Saved entries
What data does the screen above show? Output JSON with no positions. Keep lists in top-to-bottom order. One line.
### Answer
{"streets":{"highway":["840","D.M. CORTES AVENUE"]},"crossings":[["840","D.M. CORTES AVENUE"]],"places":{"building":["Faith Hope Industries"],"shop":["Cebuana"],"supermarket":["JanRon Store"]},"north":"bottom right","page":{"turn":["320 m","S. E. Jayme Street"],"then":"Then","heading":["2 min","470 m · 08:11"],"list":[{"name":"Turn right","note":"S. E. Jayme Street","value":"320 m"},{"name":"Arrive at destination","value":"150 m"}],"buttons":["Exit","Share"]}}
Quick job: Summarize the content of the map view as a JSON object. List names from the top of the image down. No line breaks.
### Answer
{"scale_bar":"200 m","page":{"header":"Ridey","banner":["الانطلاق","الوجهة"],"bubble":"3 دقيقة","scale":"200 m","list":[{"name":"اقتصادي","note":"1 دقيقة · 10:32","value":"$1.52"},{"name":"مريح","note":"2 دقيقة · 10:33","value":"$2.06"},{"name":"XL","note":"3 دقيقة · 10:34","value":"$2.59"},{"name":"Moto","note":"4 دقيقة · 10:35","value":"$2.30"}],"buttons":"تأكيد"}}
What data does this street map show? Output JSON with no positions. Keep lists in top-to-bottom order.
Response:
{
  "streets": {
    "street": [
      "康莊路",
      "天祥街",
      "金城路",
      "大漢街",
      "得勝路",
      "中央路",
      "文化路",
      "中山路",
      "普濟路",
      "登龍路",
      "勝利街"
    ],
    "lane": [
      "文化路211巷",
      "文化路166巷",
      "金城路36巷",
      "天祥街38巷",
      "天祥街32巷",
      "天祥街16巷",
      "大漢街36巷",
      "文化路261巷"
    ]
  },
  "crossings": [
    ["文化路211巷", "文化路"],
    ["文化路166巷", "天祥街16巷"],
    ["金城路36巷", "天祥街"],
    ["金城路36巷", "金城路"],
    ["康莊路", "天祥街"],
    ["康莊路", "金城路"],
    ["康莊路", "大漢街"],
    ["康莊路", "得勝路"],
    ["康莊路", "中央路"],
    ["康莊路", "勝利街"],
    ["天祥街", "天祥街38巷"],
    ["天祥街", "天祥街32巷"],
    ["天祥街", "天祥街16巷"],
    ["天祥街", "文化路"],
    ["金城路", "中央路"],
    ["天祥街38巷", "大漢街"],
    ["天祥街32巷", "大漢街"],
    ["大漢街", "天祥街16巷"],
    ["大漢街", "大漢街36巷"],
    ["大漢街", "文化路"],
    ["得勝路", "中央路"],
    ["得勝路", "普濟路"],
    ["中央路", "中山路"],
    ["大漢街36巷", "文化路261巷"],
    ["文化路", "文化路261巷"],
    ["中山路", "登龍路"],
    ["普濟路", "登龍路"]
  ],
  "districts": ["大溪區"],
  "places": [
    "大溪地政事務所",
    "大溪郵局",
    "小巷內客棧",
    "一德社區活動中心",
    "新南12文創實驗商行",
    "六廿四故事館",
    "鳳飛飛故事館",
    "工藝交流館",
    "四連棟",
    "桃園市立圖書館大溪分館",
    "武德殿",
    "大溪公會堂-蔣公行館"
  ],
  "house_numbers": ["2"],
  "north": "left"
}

### [Work request]
Which lines above carry the string "streets"? Copy those lines.

### [Response to the exercise]
{"streets":{"highway":["840","D.M. CORTES AVENUE"]},"crossings":[["840","D.M. CORTES AVENUE"]],"places":{"building":["Faith Hope Industries"],"shop":["Cebuana"],"supermarket":["JanRon Store"]},"north":"bottom right","page":{"turn":["320 m","S. E. Jayme Street"],"then":"Then","heading":["2 min","470 m · 08:11"],"list":[{"name":"Turn right","note":"S. E. Jayme Street","value":"320 m"},{"name":"Arrive at destination","value":"150 m"}],"buttons":["Exit","Share"]}}
  "streets": {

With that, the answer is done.